### Action item
Each line of the data below containing "Clay" needs to be listed.

##### Extracted information #####

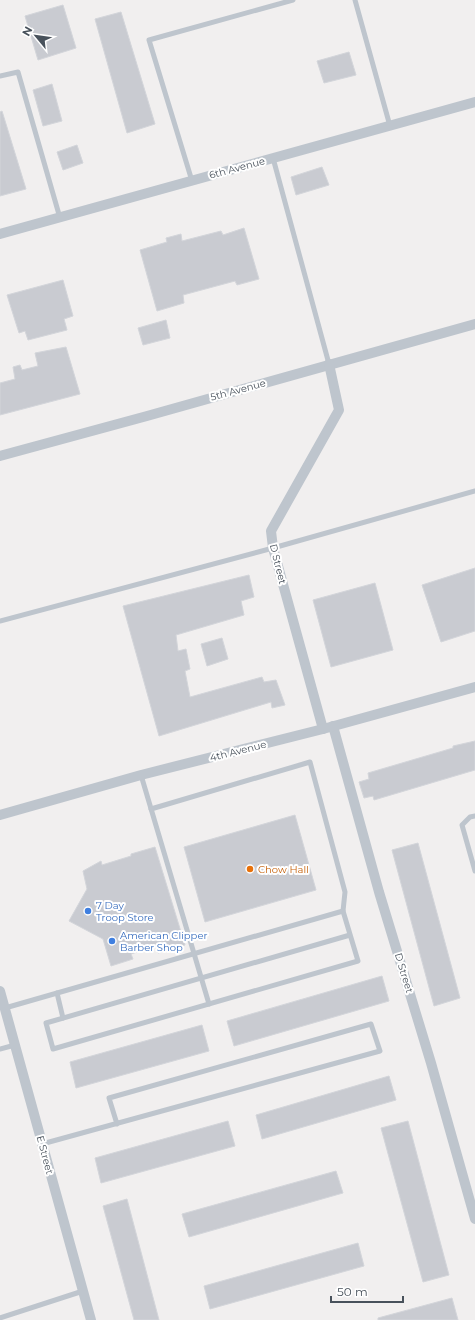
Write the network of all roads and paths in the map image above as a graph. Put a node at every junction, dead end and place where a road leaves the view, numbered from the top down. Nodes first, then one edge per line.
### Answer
1 (292, 0) edge
2 (355, 0) edge
3 (0, 76) edge
4 (475, 102) edge
5 (390, 126) junction
6 (273, 158) junction
7 (192, 181) junction
8 (60, 218) junction
9 (0, 234) edge
10 (475, 324) edge
11 (329, 364) junction
12 (0, 456) edge
13 (475, 491) edge
14 (273, 548) junction
15 (0, 622) edge
16 (475, 687) edge
17 (328, 728) junction
18 (141, 775) junction
19 (151, 809) junction
20 (0, 815) edge
21 (475, 816) edge
22 (475, 849) edge
23 (469, 851) junction
24 (475, 871) edge
25 (343, 911) junction
26 (350, 935) junction
27 (194, 954) junction
28 (201, 978) junction
29 (0, 991) edge
30 (57, 993) junction
31 (209, 1004) junction
32 (5, 1008) junction
33 (62, 1018) junction
34 (15, 1045) junction
35 (0, 1049) edge
36 (117, 1124) junction
37 (42, 1144) junction
38 (475, 1219) edge
39 (83, 1291) junction
40 (0, 1318) edge
41 (90, 1320) edge

1 - 7 lane
2 - 5 lane
3 - 8 lane
4 - 5 street, 6th Avenue
5 - 6 street, 6th Avenue
6 - 7 street, 6th Avenue
6 - 11 lane
7 - 8 street, 6th Avenue
8 - 9 street, 6th Avenue
10 - 11 street, 5th Avenue
11 - 12 street, 5th Avenue
11 - 14 street, D Street
13 - 14 lane
14 - 15 lane
14 - 17 street, D Street
16 - 17 street, 4th Avenue
17 - 18 street, 4th Avenue
17 - 38 street, D Street
18 - 19 lane
18 - 20 street, 4th Avenue
19 - 25 lane
19 - 27 lane
21 - 23 lane
22 - 23 lane
23 - 24 lane
25 - 26 lane
25 - 27 lane
26 - 28 lane
26 - 31 lane
27 - 28 lane
27 - 30 lane
28 - 31 lane
28 - 33 lane
29 - 32 street, E Street
30 - 32 lane
30 - 33 lane
31 - 33 lane
32 - 34 street, E Street
34 - 35 lane
34 - 37 street, E Street
36 - 36 lane
36 - 37 lane
37 - 39 street, E Street
39 - 40 lane
39 - 41 street, E Street

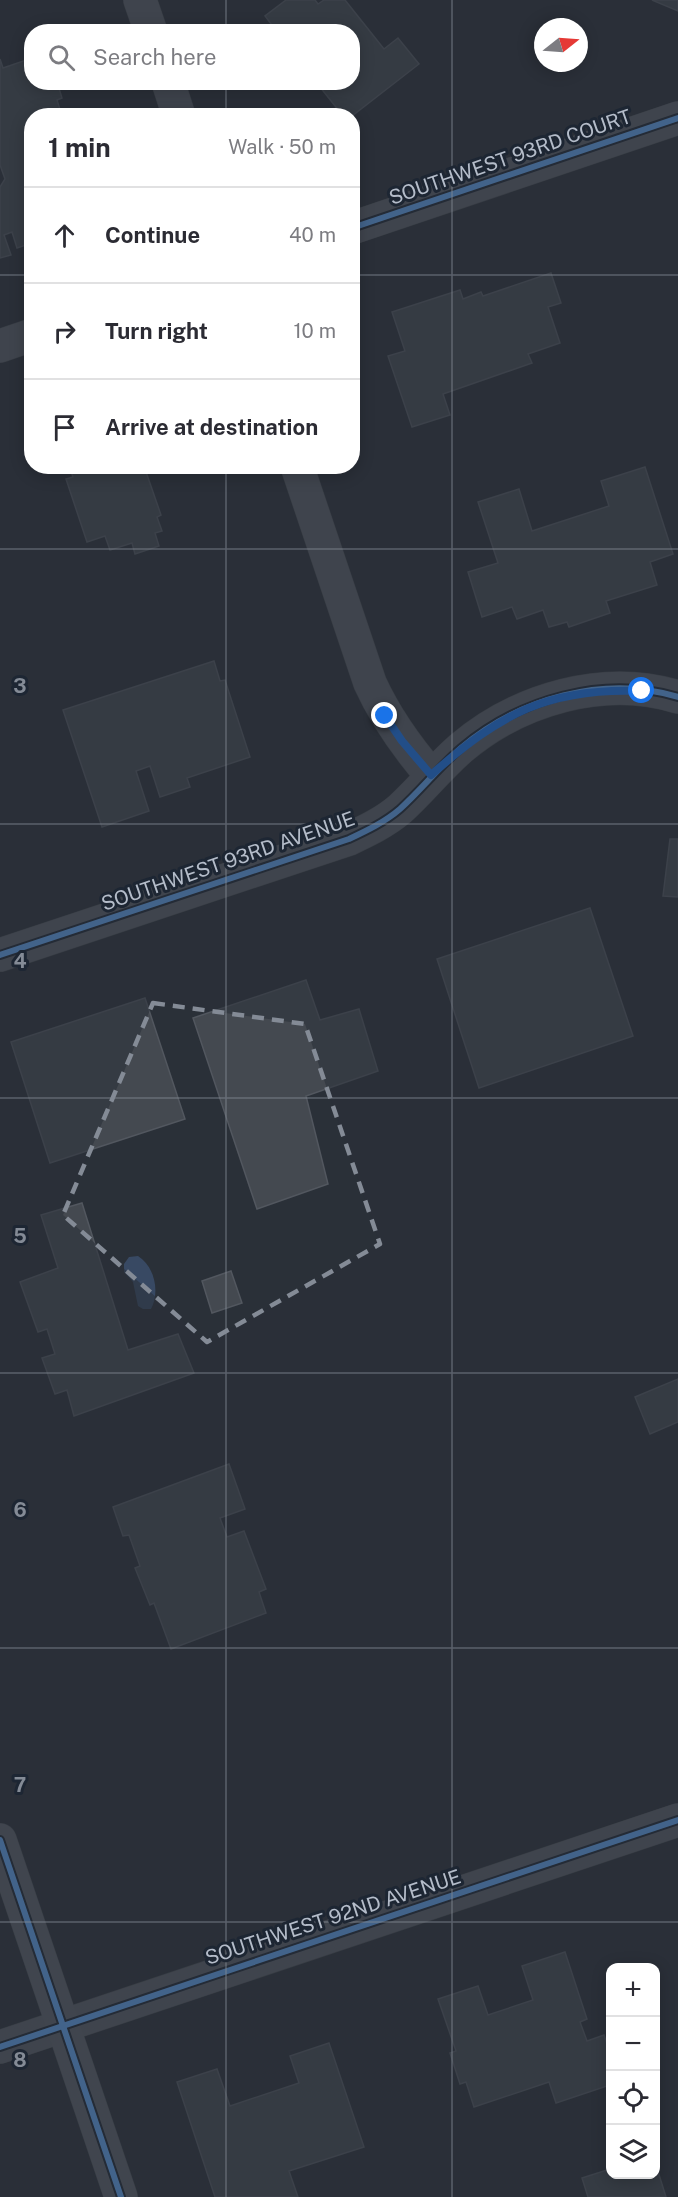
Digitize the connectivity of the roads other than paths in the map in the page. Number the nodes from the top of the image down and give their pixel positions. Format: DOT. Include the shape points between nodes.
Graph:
graph roads {
  1 [pos="140,0"];
  2 [pos="148,24"];
  3 [pos="171,90"];
  4 [pos="176,108"];
  5 [pos="678,118"];
  6 [pos="360,225"];
  7 [pos="24,338"];
  8 [pos="0,346"];
  9 [pos="300,474"];
  10 [pos="678,697"];
  11 [pos="431,775"];
  12 [pos="0,955"];
  13 [pos="678,1820"];
  14 [pos="0,1840"];
  15 [pos="63,2024"];
  16 [pos="0,2047"];
  17 [pos="121,2197"];
  1 -- 2 [label="street"];
  3 -- 4 [label="street"];
  5 -- 6 [label="street, SOUTHWEST 93RD COURT"];
  7 -- 8 [label="street"];
  9 -- 11 [label="street" via="370,683 402,741"];
  10 -- 11 [label="street, SOUTHWEST 93RD AVENUE" via="616,690 574,692 539,703 488,728"];
  11 -- 12 [label="street, SOUTHWEST 93RD AVENUE" via="399,810 349,839"];
  13 -- 15 [label="street, SOUTHWEST 92ND AVENUE"];
  14 -- 15 [label="main road"];
  15 -- 16 [label="street, SOUTHWEST 92ND AVENUE"];
  15 -- 17 [label="main road"];
}
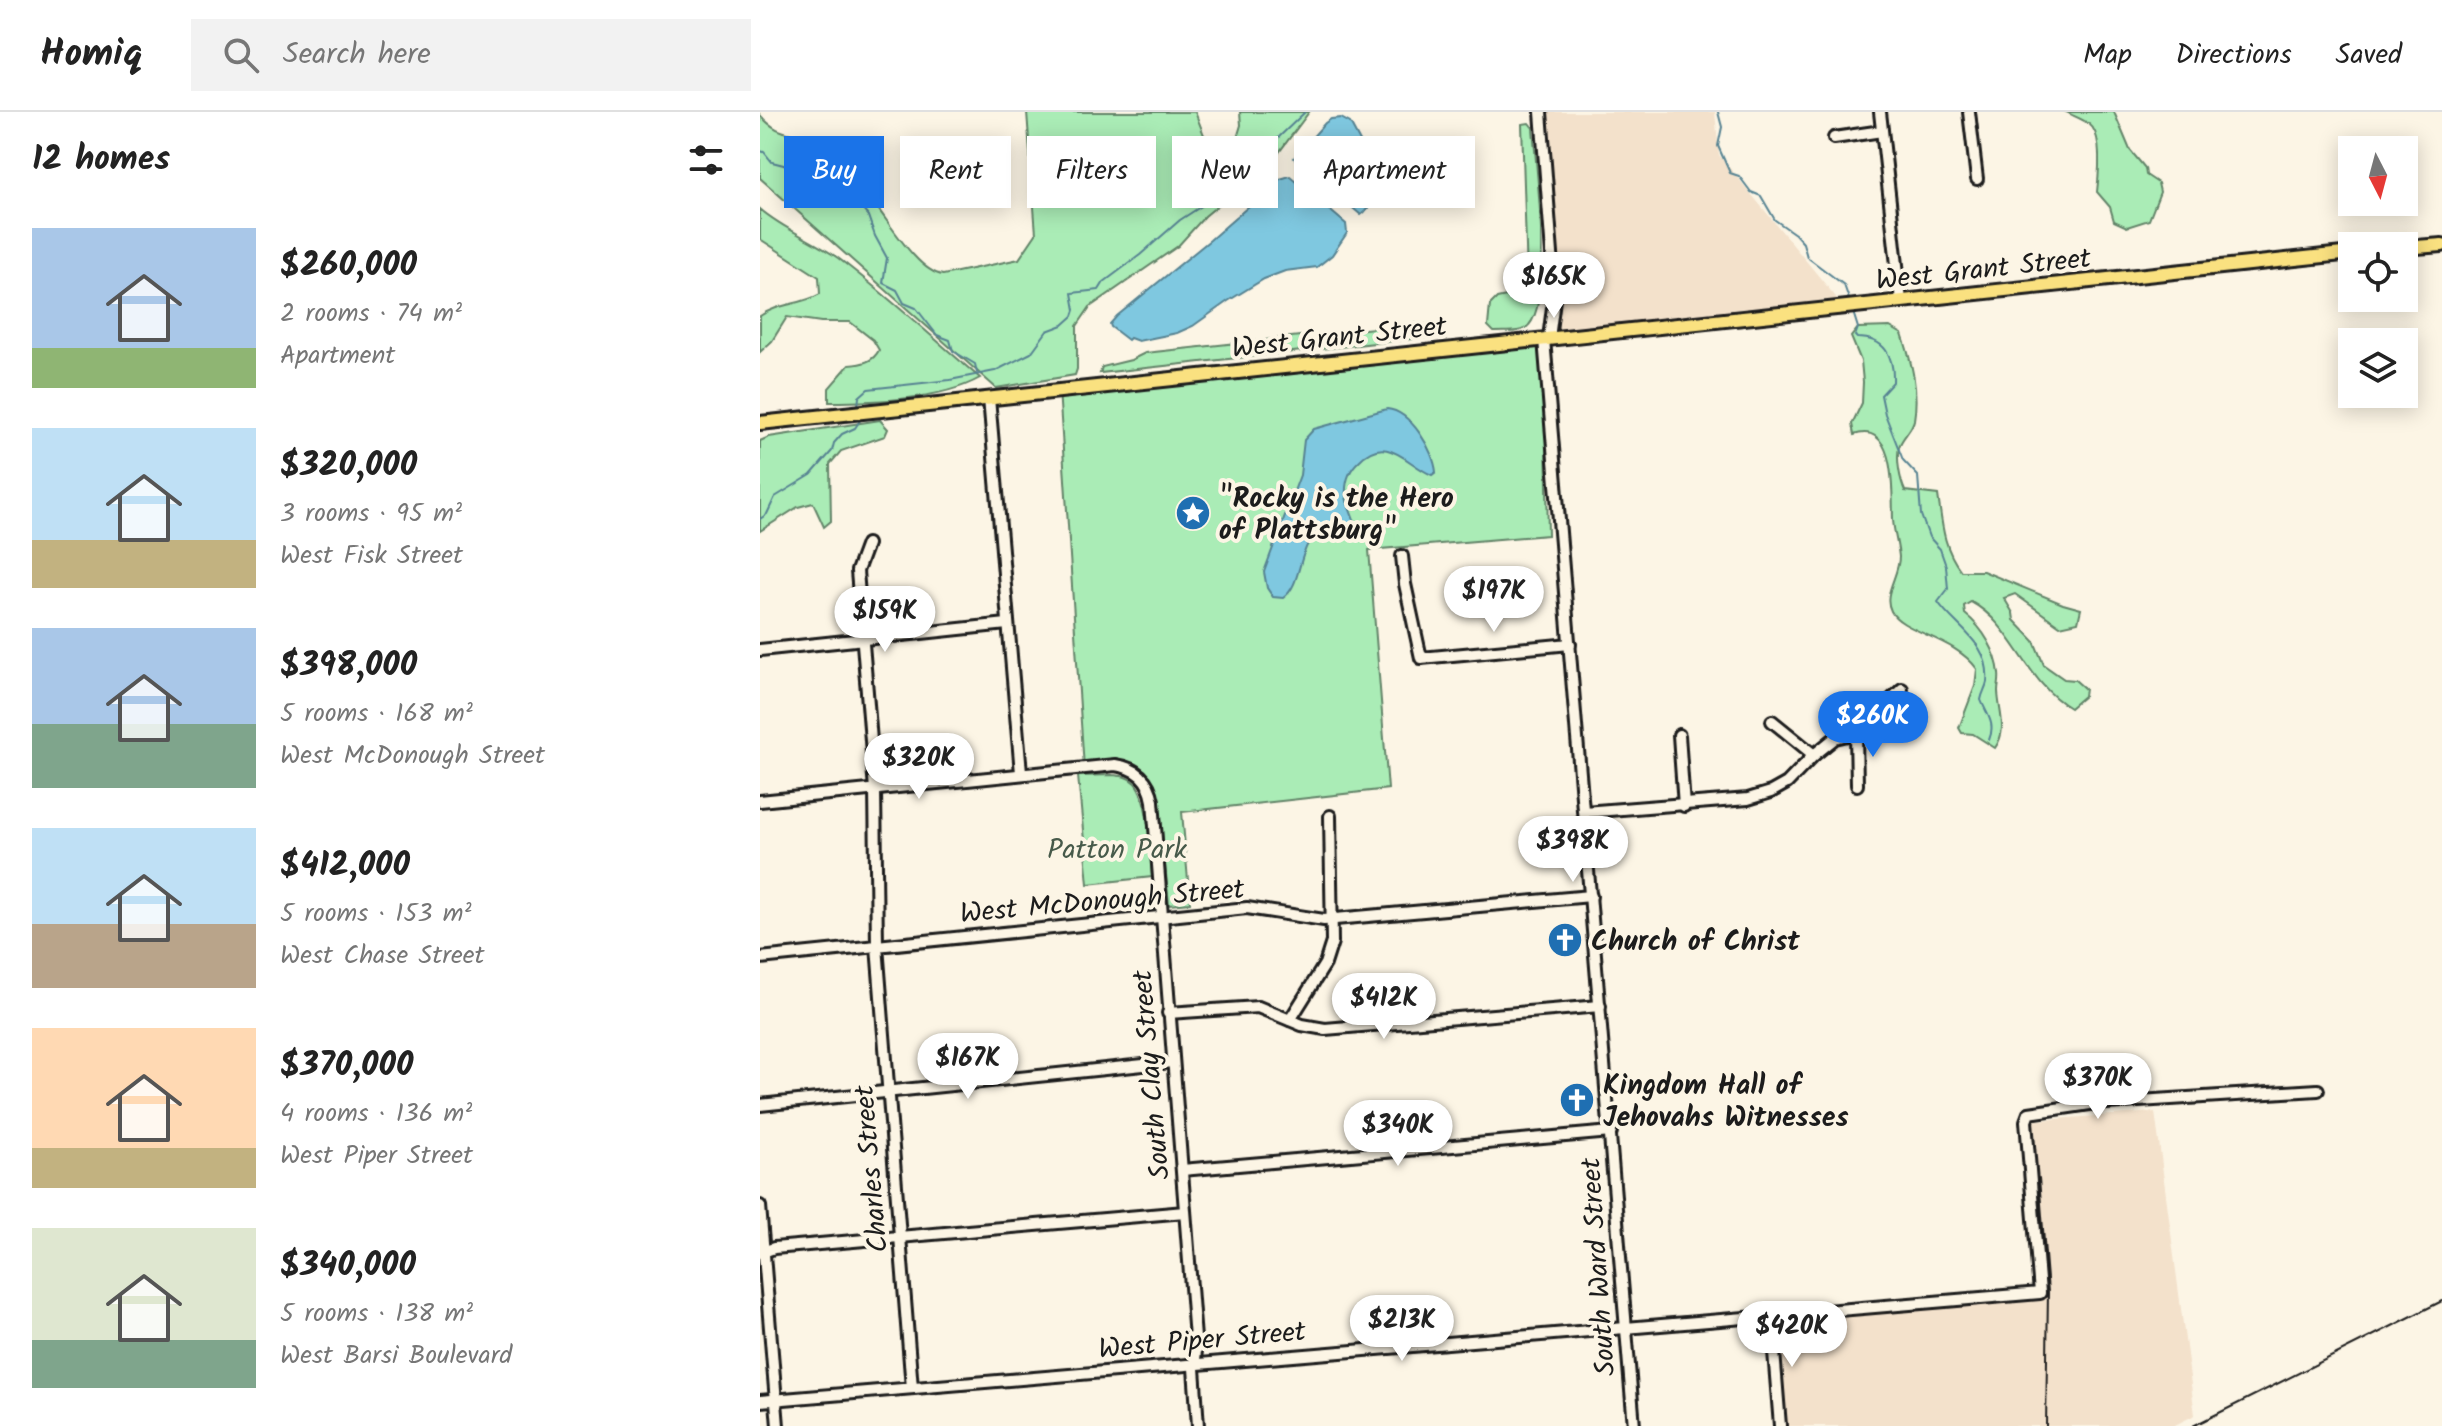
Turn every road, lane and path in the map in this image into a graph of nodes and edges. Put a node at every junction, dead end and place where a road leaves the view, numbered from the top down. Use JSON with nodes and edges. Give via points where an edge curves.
{"nodes":[{"id":1,"x":1541,"y":112,"type":"edge"},
{"id":2,"x":1880,"y":112,"type":"edge"},
{"id":3,"x":1969,"y":112,"type":"edge"},
{"id":4,"x":1882,"y":131,"type":"junction"},
{"id":5,"x":1834,"y":138,"type":"dead end"},
{"id":6,"x":1977,"y":179,"type":"dead end"},
{"id":7,"x":2442,"y":245,"type":"edge"},
{"id":8,"x":2418,"y":247,"type":"edge"},
{"id":9,"x":2338,"y":254,"type":"edge"},
{"id":10,"x":1901,"y":301,"type":"junction"},
{"id":11,"x":1547,"y":338,"type":"junction"},
{"id":12,"x":989,"y":398,"type":"junction"},
{"id":13,"x":760,"y":423,"type":"edge"},
{"id":14,"x":867,"y":544,"type":"dead end"},
{"id":15,"x":1402,"y":556,"type":"dead end"},
{"id":16,"x":1007,"y":624,"type":"junction"},
{"id":17,"x":864,"y":639,"type":"junction"},
{"id":18,"x":1570,"y":644,"type":"junction"},
{"id":19,"x":760,"y":650,"type":"edge"},
{"id":20,"x":1902,"y":689,"type":"dead end"},
{"id":21,"x":1772,"y":721,"type":"dead end"},
{"id":22,"x":1856,"y":733,"type":"junction"},
{"id":23,"x":1679,"y":735,"type":"dead end"},
{"id":24,"x":1814,"y":755,"type":"junction"},
{"id":25,"x":1021,"y":773,"type":"junction"},
{"id":26,"x":1857,"y":785,"type":"dead end"},
{"id":27,"x":875,"y":789,"type":"junction"},
{"id":28,"x":760,"y":801,"type":"edge"},
{"id":29,"x":1684,"y":806,"type":"junction"},
{"id":30,"x":1584,"y":812,"type":"junction"},
{"id":31,"x":1330,"y":816,"type":"dead end"},
{"id":32,"x":1591,"y":896,"type":"junction"},
{"id":33,"x":1162,"y":917,"type":"junction"},
{"id":34,"x":1334,"y":919,"type":"junction"},
{"id":35,"x":877,"y":946,"type":"junction"},
{"id":36,"x":760,"y":958,"type":"edge"},
{"id":37,"x":1600,"y":1006,"type":"junction"},
{"id":38,"x":1168,"y":1013,"type":"junction"},
{"id":39,"x":1290,"y":1020,"type":"junction"},
{"id":40,"x":1172,"y":1062,"type":"junction"},
{"id":41,"x":2318,"y":1090,"type":"dead end"},
{"id":42,"x":888,"y":1092,"type":"junction"},
{"id":43,"x":760,"y":1105,"type":"edge"},
{"id":44,"x":1611,"y":1132,"type":"junction"},
{"id":45,"x":1182,"y":1170,"type":"junction"},
{"id":46,"x":760,"y":1206,"type":"edge"},
{"id":47,"x":1185,"y":1212,"type":"junction"},
{"id":48,"x":901,"y":1237,"type":"junction"},
{"id":49,"x":762,"y":1253,"type":"edge"},
{"id":50,"x":1771,"y":1314,"type":"junction"},
{"id":51,"x":1626,"y":1327,"type":"junction"},
{"id":52,"x":1194,"y":1364,"type":"junction"},
{"id":53,"x":912,"y":1388,"type":"junction"},
{"id":54,"x":776,"y":1399,"type":"junction"},
{"id":55,"x":760,"y":1401,"type":"edge"},
{"id":56,"x":778,"y":1426,"type":"edge"},
{"id":57,"x":1198,"y":1426,"type":"edge"},
{"id":58,"x":1634,"y":1426,"type":"edge"},
{"id":59,"x":1780,"y":1426,"type":"edge"}],
"edges":[{"from":1,"to":11,"type":"street","name":"South Ward Street","via":[[1555,292]]},
{"from":2,"to":4,"type":"street"},
{"from":3,"to":6,"type":"street"},
{"from":4,"to":5,"type":"street"},
{"from":4,"to":10,"type":"street"},
{"from":7,"to":8,"type":"main road"},
{"from":9,"to":10,"type":"main road","name":"West Grant Street"},
{"from":10,"to":11,"type":"main road","name":"West Grant Street"},
{"from":11,"to":12,"type":"main road","name":"West Grant Street"},
{"from":11,"to":18,"type":"street","name":"South Ward Street"},
{"from":12,"to":13,"type":"main road","name":"West Grant Street"},
{"from":12,"to":16,"type":"street"},
{"from":14,"to":17,"type":"street","name":"Charles Street","via":[[857,571]]},
{"from":15,"to":18,"type":"street","via":[[1421,658]]},
{"from":16,"to":17,"type":"street"},
{"from":16,"to":25,"type":"street"},
{"from":17,"to":19,"type":"street"},
{"from":17,"to":27,"type":"street","name":"Charles Street"},
{"from":18,"to":30,"type":"street","name":"South Ward Street"},
{"from":20,"to":22,"type":"street"},
{"from":21,"to":24,"type":"street"},
{"from":22,"to":24,"type":"street","via":[[1835,738]]},
{"from":22,"to":26,"type":"street"},
{"from":23,"to":29,"type":"street"},
{"from":24,"to":29,"type":"street","via":[[1771,792]]},
{"from":25,"to":27,"type":"street","name":"South Clay Street"},
{"from":25,"to":33,"type":"street","name":"South Clay Street","via":[[1115,765],[1138,772],[1153,801]]},
{"from":27,"to":28,"type":"street","name":"South Clay Street"},
{"from":27,"to":35,"type":"street","name":"Charles Street"},
{"from":29,"to":30,"type":"street"},
{"from":30,"to":32,"type":"street","name":"South Ward Street"},
{"from":31,"to":34,"type":"street"},
{"from":32,"to":34,"type":"street","name":"West McDonough Street"},
{"from":32,"to":37,"type":"street","name":"South Ward Street"},
{"from":33,"to":34,"type":"street","name":"West McDonough Street","via":[[1247,908]]},
{"from":33,"to":35,"type":"street","name":"West McDonough Street"},
{"from":33,"to":38,"type":"street","name":"South Clay Street"},
{"from":34,"to":39,"type":"street","via":[[1329,953]]},
{"from":35,"to":36,"type":"street","name":"West McDonough Street"},
{"from":35,"to":42,"type":"street","name":"Charles Street"},
{"from":37,"to":39,"type":"street","via":[[1325,1029]]},
{"from":37,"to":44,"type":"street","name":"South Ward Street"},
{"from":38,"to":39,"type":"street","via":[[1258,1007]]},
{"from":38,"to":40,"type":"street","name":"South Clay Street"},
{"from":40,"to":42,"type":"street"},
{"from":40,"to":45,"type":"street","name":"South Clay Street"},
{"from":41,"to":50,"type":"street","name":"West Piper Street","via":[[2090,1104],[2029,1113],[2040,1293]]},
{"from":42,"to":43,"type":"street"},
{"from":42,"to":48,"type":"street","name":"Charles Street"},
{"from":44,"to":45,"type":"street"},
{"from":44,"to":51,"type":"street","name":"South Ward Street"},
{"from":45,"to":47,"type":"street","name":"South Clay Street"},
{"from":46,"to":49,"type":"street"},
{"from":47,"to":48,"type":"street"},
{"from":47,"to":52,"type":"street","name":"South Clay Street"},
{"from":48,"to":49,"type":"street"},
{"from":48,"to":53,"type":"street","name":"Charles Street"},
{"from":49,"to":54,"type":"street"},
{"from":50,"to":51,"type":"street","name":"West Piper Street"},
{"from":50,"to":59,"type":"street"},
{"from":51,"to":52,"type":"street","name":"West Piper Street"},
{"from":51,"to":58,"type":"street","name":"South Ward Street"},
{"from":52,"to":53,"type":"street","name":"West Piper Street"},
{"from":52,"to":57,"type":"street","name":"South Clay Street"},
{"from":53,"to":54,"type":"street","name":"West Piper Street"},
{"from":54,"to":55,"type":"street","name":"West Piper Street"},
{"from":54,"to":56,"type":"street"}]}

#####

### Output of the task
{"from":25,"to":27,"type":"street","name":"South Clay Street"},
{"from":25,"to":33,"type":"street","name":"South Clay Street","via":[[1115,765],[1138,772],[1153,801]]},
{"from":27,"to":28,"type":"street","name":"South Clay Street"},
{"from":33,"to":38,"type":"street","name":"South Clay Street"},
{"from":38,"to":40,"type":"street","name":"South Clay Street"},
{"from":40,"to":45,"type":"street","name":"South Clay Street"},
{"from":45,"to":47,"type":"street","name":"South Clay Street"},
{"from":47,"to":52,"type":"street","name":"South Clay Street"},
{"from":52,"to":57,"type":"street","name":"South Clay Street"},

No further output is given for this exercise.